Friday, December 3, 2010

ERC in Porto

The 2010 Cardiac Resuscitation Guidelines were released a month ago, detailing the best thinking on how to save victims of sudden cardiac arrest.  It’s a dynamic field: there are always new ideas alongside old ones, evidence pro and con, all working towards improving the dismal survival rates of out-of-hospital events (currently less than 7%).  The European Resuscitation Council, an umbrella organization for the national groups setting practice standards and training methods, sponsors this meeting to review the latest studies and products ever two years. This year’s meeting is being held in Porto, along the northern Portuguese coast.

Porto is an old and fascinating city, sprawled along steep riverbanks, graced with winding, vertical streets and blue-tiled churches.  The city is best known for port wine and salt cod, distinctive river boats and wildly variable weather.  Torrential rainstorms develop in moments, then vanish in minutes; quick refuge in sweet shops or bars is the only (and appreciated) alternative during a walk.

The conference is being held in an old transport barn along the river, with huge rooms, stone walls, and colored lights.  Its a unusual venue, filled with over 2000 attendees   A lot of Dutch are down for this one: they all claim to be fleeing the snow.

The conference is showcasing a lot of good science from centers worldwide: several pet theories of mine have already been shot down (and a few have been elevated).  I always believed the the electrocardiogram held valuable information to guide care: a large study of mathematical waveform analyses shows that there’s nothing useful in the techniques I’d championed ten years ago.  Unfortunate (especially since this costs me a bet with a colleague).  At the same time, advances in cooling patients (therapeutic hypothermia) and emergency alerting using GPS-enabled mobile phones are saving lives, as I have long thought they could.

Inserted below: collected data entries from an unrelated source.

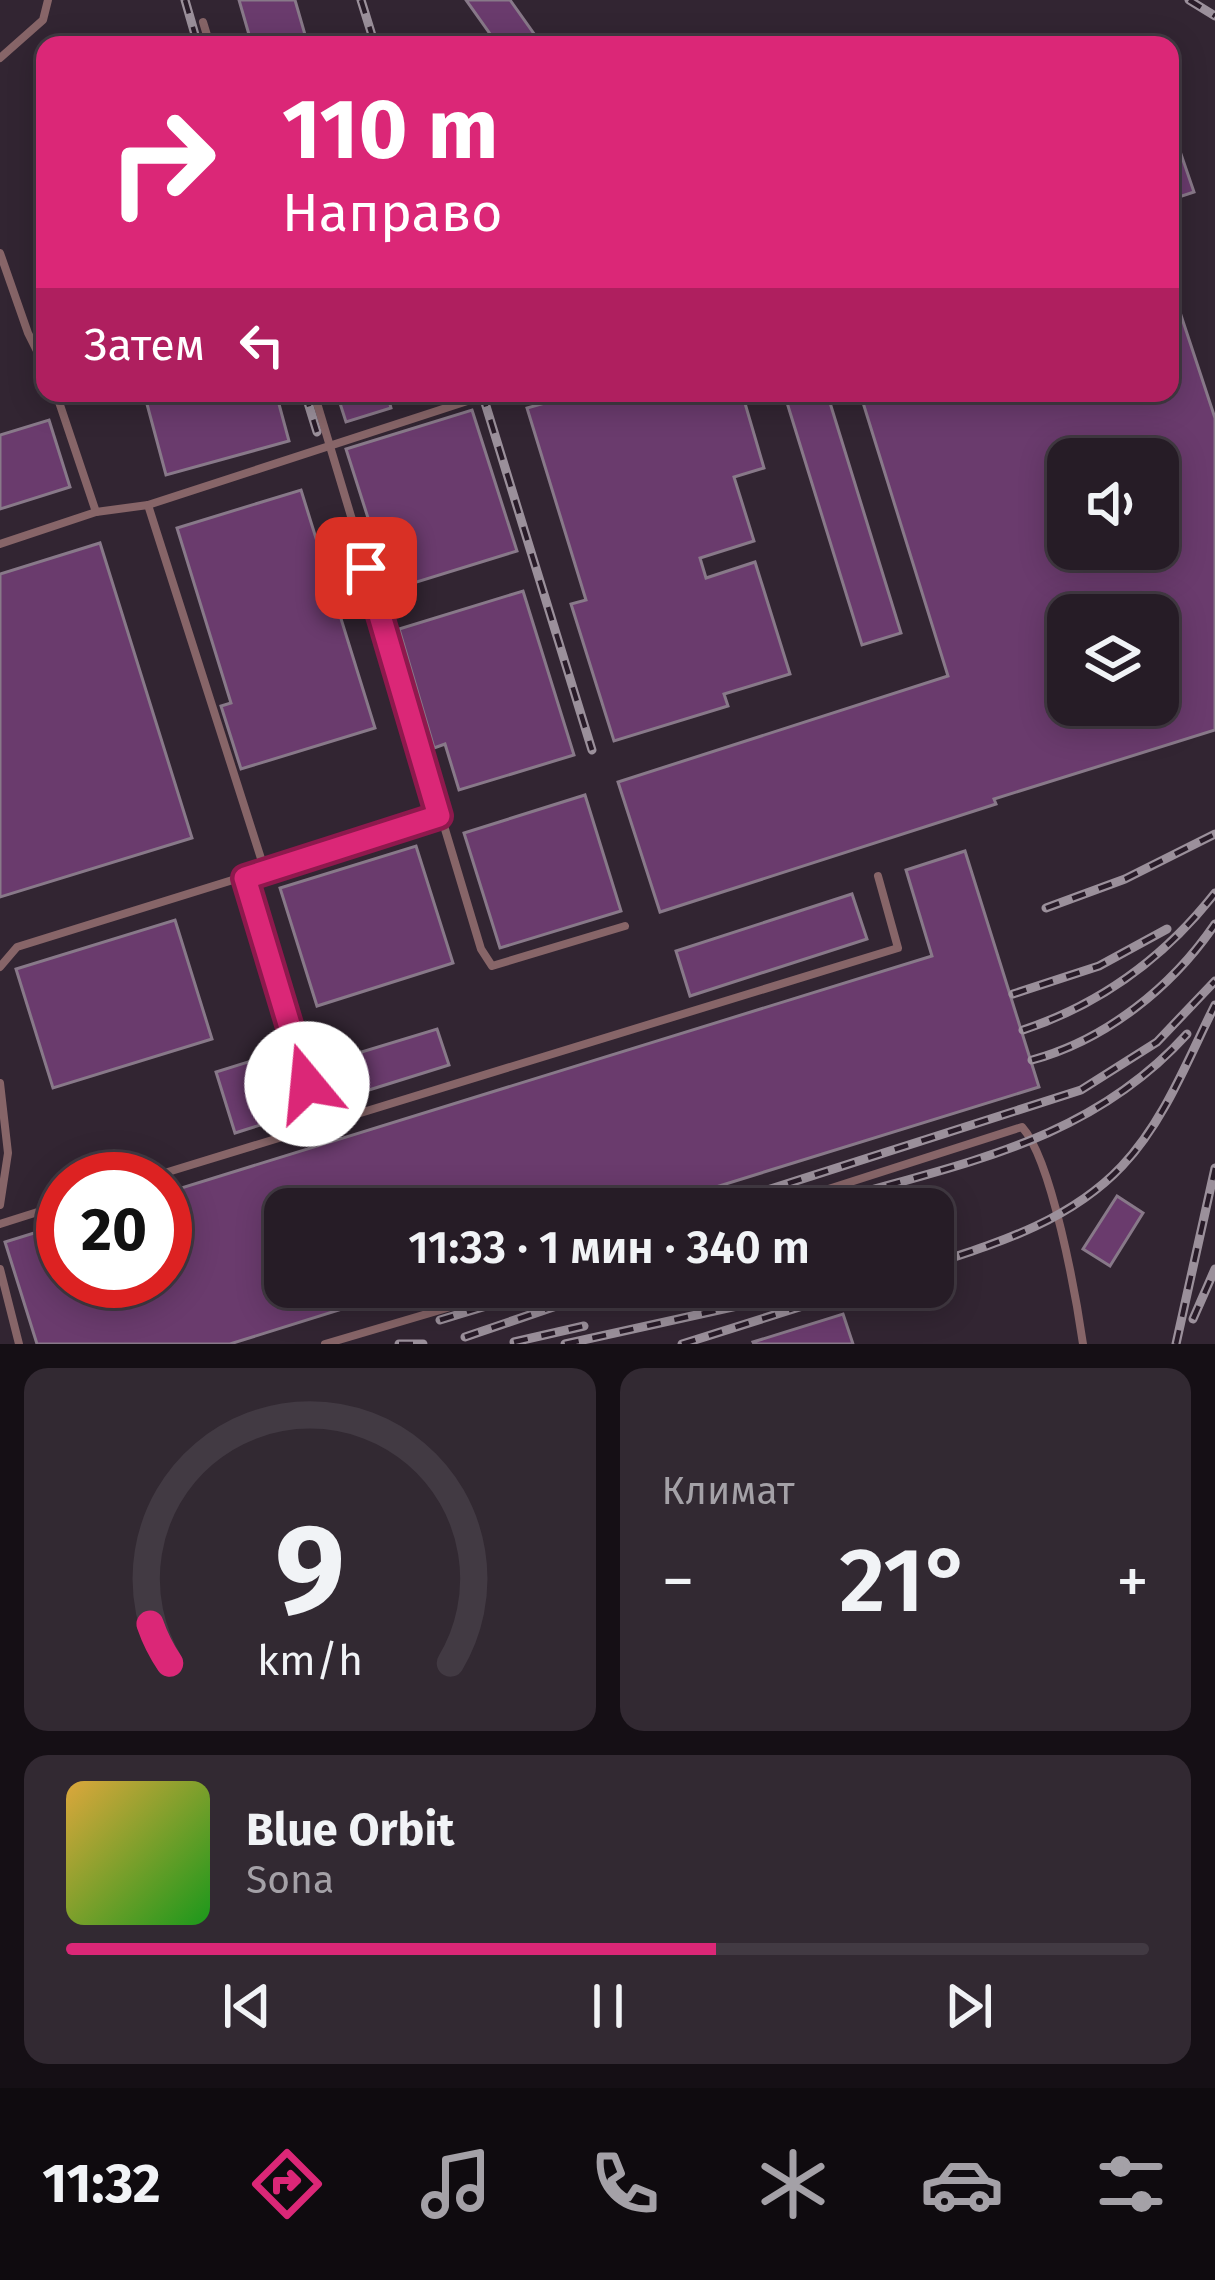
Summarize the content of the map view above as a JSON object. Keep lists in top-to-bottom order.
{
  "page": {
    "turn": ["110 m", "Направо"],
    "then": "Затем",
    "limit": "20",
    "trip": "11:33 · 1 мин · 340 m",
    "tile": "Климат",
    "heat": ["−", "21°", "+"],
    "song": ["Blue Orbit", "Sona"],
    "tabs": "11:32",
    "gauge": ["9", "km/h"]
  }
}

Again, it speaks to the difficult diffusion of innovation from idea prototype to practice. It’s a long and twisting road: a lot of good ideas fall along the wayside or never get tried until decades after they are conceived.  How can we get good ideas accelerated, bad ones eliminated, earlier in the process?

It’s a bit of an odd show for me because I meet a lot of friends and colleagues from the company I worked for a decade ago.  It’s tempting to spend time in familiar surroundings catching up with old friends.

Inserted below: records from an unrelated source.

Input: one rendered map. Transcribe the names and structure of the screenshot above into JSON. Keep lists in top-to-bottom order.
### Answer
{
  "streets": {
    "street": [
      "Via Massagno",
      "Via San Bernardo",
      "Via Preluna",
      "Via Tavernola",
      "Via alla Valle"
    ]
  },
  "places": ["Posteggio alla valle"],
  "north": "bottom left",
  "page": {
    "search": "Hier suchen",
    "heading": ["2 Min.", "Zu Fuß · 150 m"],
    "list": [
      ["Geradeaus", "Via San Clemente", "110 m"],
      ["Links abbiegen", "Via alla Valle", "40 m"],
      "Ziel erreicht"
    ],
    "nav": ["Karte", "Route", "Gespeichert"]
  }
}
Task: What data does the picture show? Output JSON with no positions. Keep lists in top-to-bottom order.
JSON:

So it’s been even more important  to execute on key reasons for being here.  There are people and companies that I need to meet, and a story that I have to write with other’s help. Renewing the network and staying engaged with the community is important, but secondary.

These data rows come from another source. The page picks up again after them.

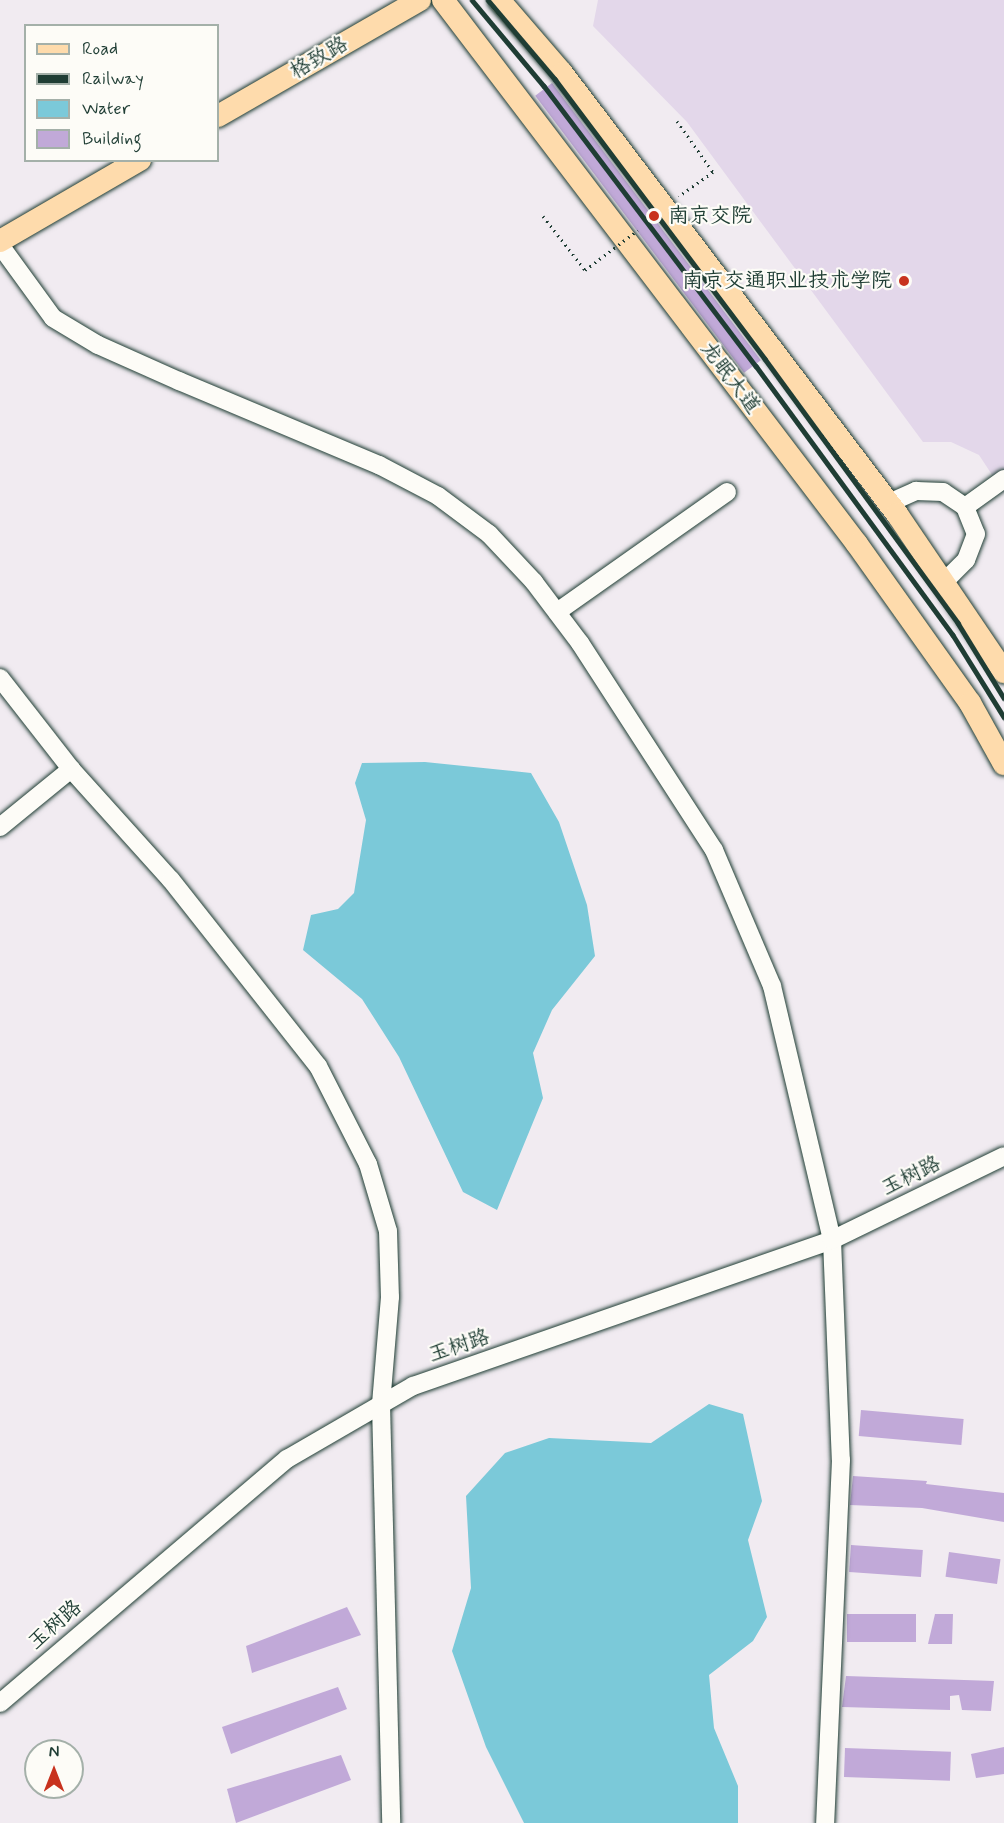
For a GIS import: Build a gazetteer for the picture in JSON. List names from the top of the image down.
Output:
{
  "streets": {
    "main road": ["格致路", "龙眠大道"],
    "street": ["玉树路"]
  },
  "places": ["南京交院", "南京交通职业技术学院"],
  "legend": [
    "Road",
    "Railway",
    "Water",
    "Building"
  ],
  "north": "top"
}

Funny, it used to be the other way around back in corporate days.  Connecting and strengthening bonds and brands was the word of the day.  Interesting, again, how things change because I’m running a business,  not just a product  or project.


Jules: said...

That sounds ilke an interesting conference (mostly because I'm actually working in cardiology). I didn't know that the survival rate of out-of-hospital events was still so dismal, though...does that have more to do with the time to get to a hospital, or the care you get on an ambulance?

Dave Hampton said...

I'm sitting in a session led by Graham Nicols from Seattle now: he is saying that the 7% OOH rates are improving to 10% with better CPR and to 14% with hypothermia. But that's the best systems, worldwide, and it is not clear, according to his presentation, whether the improvements are physiologic effects, training effects, or Hawthorne effects. An interesting problem.

He believes that we are on the cusp of major improvements if we address the subsequent in-hospital mortality. He's especailly concerned aobut withdrawal of life support too early from patients in hypothermia - no neurologic prediction should be done until 72 hours when cooling is withdrawn.

Dave Hampton said...

Sorry, I got that wrong - it is to assess 72 hours after restoration of normothermia, with ongoing prevention of fever. They are also advocating neuro monitoring in addition to cardiac, pulmonary and renal monitoring, as is customary.